As for the company results, HSBC's were also among the most eye-catching. First quarter net profit surged 79%, which allowed it to cancel hundreds of millions of dollars in reserves set aside for potential loan losses. The bank boosted its global growth forecast for 2021 from 4.8% to 5.6%.

Meanwhile, Visa results beat forecasts as spending on the firm's cards topped $2.4 trillion in the first quarter.

“The Covid-19 pandemic certainly has turned the world upside down in the last year, but we believe we are starting to see the beginning of the end,” says Visa Chief Executive Officer Al Kelly.

Living in the City

The City of London Corporation will allow vacant office space to be converted into 1,500 homes, according to a new post-pandemic recovery strategy covered in the FT yesterday.

The City is famously protective of its status as an office hub, so the announcement has understandably generated a lot of interest as to whether this opens the door to large numbers of office to residential conversions generating more pockets of homes across the district.

The reality will be much more nuanced and will likely mean more homes around already established residential neighbourhoods, such as the Barbican and Golden Lane, according to Knight Frank head of planning Stuart Baillie. The move taps into a longer term strategy to establish the City as a 7-day-a-week work, leisure and cultural destination.

Land shortages

Land supply shortages, planning delays and policy uncertainty top the list of barriers to delivery faced by UK housebuilders, according to a new Knight Frank survey of 50 volume and SME developers.

A shortage of land appears to be a growing problem - more than half of respondents said that supply was "limited".

Although Knight Frank agents report an uptick of activity with more sites coming to market in Q1 than in the previous quarter, the volumes remain far from sufficient to satisfy demand. There is depleted land availability as vendors have been unwilling to sell in an uncertain market and the planning system has also faced delays.

Land supply shortages, felt more acutely by the volume housebuilders, are leading to an expectation that prices will rise in Q2 - you can see Q1 performance here. Of the larger firms that said supply was limited, the majority were based in the Midlands (building 1,000 or fewer units) and South East regions (building between 250 to 5,000 units).

Renting for US$2 million a year

Despite the pandemic and political headwinds Hong Kong has retained its crown as the world’s most expensive city in which to rent a luxury apartment.

Prime rents in Hong Kong averaged US$6.7 per sq ft at the end of 2020, meaning a tenant with a budget of US$10,000 per month would be able to rent less than 1,500 square feet, according to analysis from Kate Everett-Allen. The same costs would get you 2,899 square feet in London or 2,249 square feet in New York.

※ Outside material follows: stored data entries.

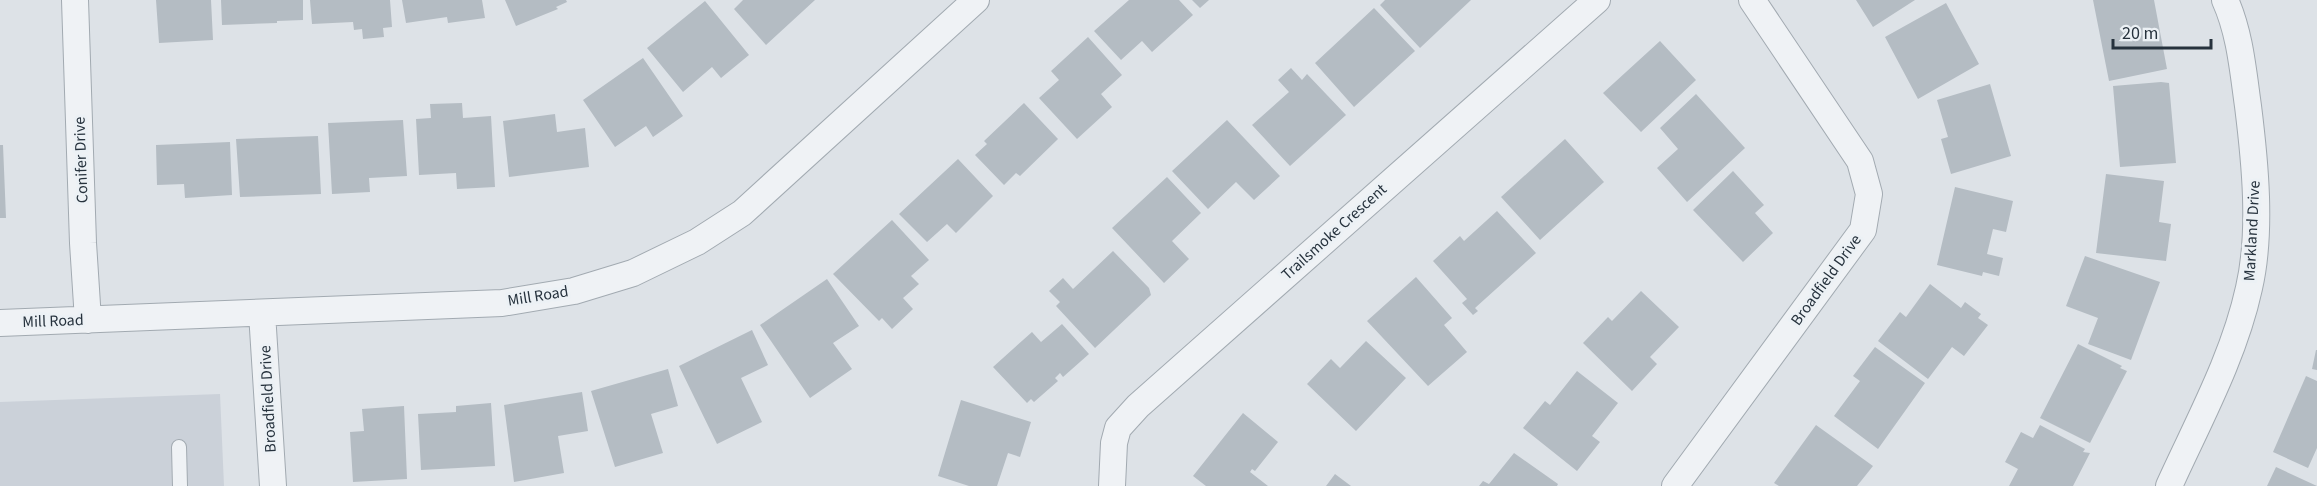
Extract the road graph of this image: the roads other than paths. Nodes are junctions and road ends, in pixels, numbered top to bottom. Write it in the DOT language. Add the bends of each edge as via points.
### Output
graph roads {
  1 [pos="75,0"];
  2 [pos="976,0"];
  3 [pos="1597,0"];
  4 [pos="1752,0"];
  5 [pos="2225,0"];
  6 [pos="262,313"];
  7 [pos="88,320"];
  8 [pos="0,323"];
  9 [pos="179,447"];
  10 [pos="180,486"];
  11 [pos="273,486"];
  12 [pos="1112,486"];
  13 [pos="1675,486"];
  14 [pos="2169,486"];
  1 -- 7 [label="street, Conifer Drive"];
  2 -- 6 [label="street, Mill Road" via="742,213 697,242 633,273 574,291 502,303"];
  3 -- 12 [label="street, Trailsmoke Crescent" via="1138,406 1118,428"];
  4 -- 13 [label="street, Broadfield Drive" via="1860,161 1869,194 1863,230"];
  5 -- 14 [label="street, Markland Drive" via="2242,58 2255,160 2255,241 2235,339"];
  6 -- 7 [label="street, Mill Road"];
  6 -- 11 [label="street, Broadfield Drive"];
  7 -- 8 [label="street, Mill Road"];
  9 -- 10 [label="lane"];
}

Earlier this year a house on Hong Kong’s The Peak rented for HK$1.35 million (US$174,000) a month, which on an annual basis equates to more than US$2 million a year.

Meanwhile, Bloomberg reports Hong Kong homeowners may sell as much as HK$150 billion ($19.3 billion) worth of property this year if a growing number of residents emigrate to the UK.

In other news...

A shortage of supply in the prime lettings market will hamper searches among senior executives in coming months as they plan their return to the office - see Monday's note. For more on how companies are planning for life after lockdown, Tom Bill speaks to Sacha Hawkins, head of the relocation agent team and diplomatic desk at Knight Frank.

Plus, banks produce 700-times more emissions from loans than offices, JP Morgan wants bankers back in the office, global steel boom builds as rampant demand overwhelms supply, US consumer confidence soars to 14-month high as house prices accelerate, serviced office group IWG 'on the road to recovery', online shopping slips as Britons pound the streets after lockdown, China set to report first population decline in five decades, and finally, European sustainable index fund flows surpass all others for first time.